Laboratory services are offered mainly by the NHLS, which is responsible for the provision of pathology services, including medical genetic laboratory services, for the public health sector. The private health sector can also utilise these services. The NHLS runs 265 laboratories in cities and towns across the country (National Health Laboratory Services 2009), but most genetic tests are performed at the laboratories attached to academic centres. Six different private commercial companies, operating laboratories in four of the nine South African provinces, offer a limited number of genetic tests. While some South African laboratories provide some genetic testing services, mainly for sickle cell anaemia and chromosomal analysis, for patients in other African countries, such as Central African Republic, Uganda, Kenya, Zimbabwe, Botswana and Namibia, where the necessary expertise is generally unavailable.
Access to genetic services
There is no compulsory health insurance system in South Africa. However, all pregnant and breastfeeding mothers, as well as children under the age of 6 years, are entitled to free health care through public hospitals. Other patients have to pay a fee which is determined by a means test. The same applies to genetic services, which are accessible through tertiary hospitals. Those few patients, who access genetic services in private practice, generally have medical insurance and are reimbursed (depending on scheme and plan).
The various barriers that reduce access to genetic services include: geographical barriers and long travelling distances, together with poor public transport to the cities; financial barriers, particularly where a genetic counselling session and/or tests are too costly for the patient; the lack of awareness and ignorance of both health professionals and the public regarding the available genetic services and their value; and cultural barriers, particularly related to fatalistic attitudes to health (Kromberg and Jenkins 1997). Also, many patients use both Western medical and traditional healer services and in the process may reject genetic services. However, there are no legal constraints which reduce the availability of genetic services and the abortion law is quite a liberal one so that prenatal diagnosis (PND) can be performed at any time during pregnancy, if necessary.
Access is also limited due to the shortage of posts and staff to provide the service. Financial support from public funds for genetic services is poor partly due to the Department of Health having other health priorities, particularly the HIV/AIDS and emerging TB epidemics, and probably also due to an element of ignorance regarding genetic services, their cost-effectiveness and benefits for affected individuals, their families and community (McAllister et al. 2010). Many at risk people, who are not aware of their risks and therefore not demanding the service, could benefit from them were services more widely marketed, better staffed and accessible.
State of genetic services
Human resources and training
The latest estimate, regarding physicians, is that only about 24,147 doctors, general practitioners and specialists, were active in the country in 2009 (Econex 2010), and 34.9% of posts for medical practitioners in the public health service were vacant in 2008 (Health Systems Trust [HST] 2008). Furthermore, there were only 104,571 nurses who were active (Econex 2010) and 40.3% of the posts in the public health sector were vacant in 2008 (HST 2008).

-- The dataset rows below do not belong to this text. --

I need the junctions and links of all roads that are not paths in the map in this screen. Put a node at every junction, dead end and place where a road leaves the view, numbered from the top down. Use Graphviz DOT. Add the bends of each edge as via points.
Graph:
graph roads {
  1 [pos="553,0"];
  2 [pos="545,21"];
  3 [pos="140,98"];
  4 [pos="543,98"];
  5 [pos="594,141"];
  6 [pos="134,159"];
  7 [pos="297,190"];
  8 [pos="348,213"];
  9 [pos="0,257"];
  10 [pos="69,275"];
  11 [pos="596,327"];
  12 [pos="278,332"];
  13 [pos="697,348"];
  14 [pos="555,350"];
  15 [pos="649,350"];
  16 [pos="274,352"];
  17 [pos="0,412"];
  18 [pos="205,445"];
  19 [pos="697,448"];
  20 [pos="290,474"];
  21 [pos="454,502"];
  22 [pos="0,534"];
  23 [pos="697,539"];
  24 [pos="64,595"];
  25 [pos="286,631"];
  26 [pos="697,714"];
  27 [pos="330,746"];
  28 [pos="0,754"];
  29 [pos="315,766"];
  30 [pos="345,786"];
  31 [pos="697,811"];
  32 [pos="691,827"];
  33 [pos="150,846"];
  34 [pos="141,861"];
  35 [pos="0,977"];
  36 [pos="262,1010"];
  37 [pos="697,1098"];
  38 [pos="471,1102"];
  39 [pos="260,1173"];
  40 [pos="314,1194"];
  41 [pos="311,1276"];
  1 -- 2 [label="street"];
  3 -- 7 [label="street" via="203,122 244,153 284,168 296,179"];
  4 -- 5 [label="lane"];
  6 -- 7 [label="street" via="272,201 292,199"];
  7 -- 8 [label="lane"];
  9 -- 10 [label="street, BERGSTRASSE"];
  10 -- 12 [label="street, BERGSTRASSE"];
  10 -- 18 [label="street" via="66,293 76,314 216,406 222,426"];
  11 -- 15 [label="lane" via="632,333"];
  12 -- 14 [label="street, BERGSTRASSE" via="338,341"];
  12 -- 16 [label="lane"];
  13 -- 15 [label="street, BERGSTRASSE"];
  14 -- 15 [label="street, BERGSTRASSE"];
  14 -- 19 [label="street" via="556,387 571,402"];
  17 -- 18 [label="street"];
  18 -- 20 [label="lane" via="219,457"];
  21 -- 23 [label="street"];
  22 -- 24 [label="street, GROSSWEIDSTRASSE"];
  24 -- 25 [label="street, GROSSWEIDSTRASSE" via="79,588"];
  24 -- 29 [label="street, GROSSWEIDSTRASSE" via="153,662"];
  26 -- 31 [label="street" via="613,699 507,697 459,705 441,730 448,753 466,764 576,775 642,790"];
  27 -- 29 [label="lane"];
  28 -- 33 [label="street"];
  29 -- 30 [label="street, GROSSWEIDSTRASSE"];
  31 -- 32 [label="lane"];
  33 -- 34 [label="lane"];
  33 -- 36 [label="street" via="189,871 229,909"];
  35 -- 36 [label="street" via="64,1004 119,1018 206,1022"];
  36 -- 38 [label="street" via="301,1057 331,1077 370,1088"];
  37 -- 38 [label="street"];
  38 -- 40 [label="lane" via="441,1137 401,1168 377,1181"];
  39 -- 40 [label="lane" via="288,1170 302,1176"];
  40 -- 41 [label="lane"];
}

Presently, four medical schools in the country have medical genetics professionals on their staff and medical genetics is integrated into the student curricula to a varying extent. Medical students are also trained at three other universities, but medical genetics teaching at these universities is limited and often falls to clinicians in various non-genetic specialities, particularly paediatrics.
Medical genetics was initially recognised as a sub-speciality, and in 1999 nine medical geneticists were registered, through a grandfather clause, under this system. Subsequently nine more medical specialists (mostly paediatricians) undertook the newly introduced 2-year medical genetics training and were registered as medical geneticists. However, in 2007, medical genetics was recognised as a primary speciality in medicine in South Africa. Specialist training (over 4 years) towards a post-graduate MMed degree and Fellowship of the College of Medical Genetics is currently offered at four universities. At present, there are 11 medical geneticists, registered with the Health Professions Council of South Africa (HPCSA), of which ten are in academic practice, and seven registrars are in training. This number means that there is one medical geneticist for 4,450,000 individuals, compared with the estimates of one per 3,700,000 for other developing countries and one in 222,000 in Western developed nations (Wertz et al. 1995).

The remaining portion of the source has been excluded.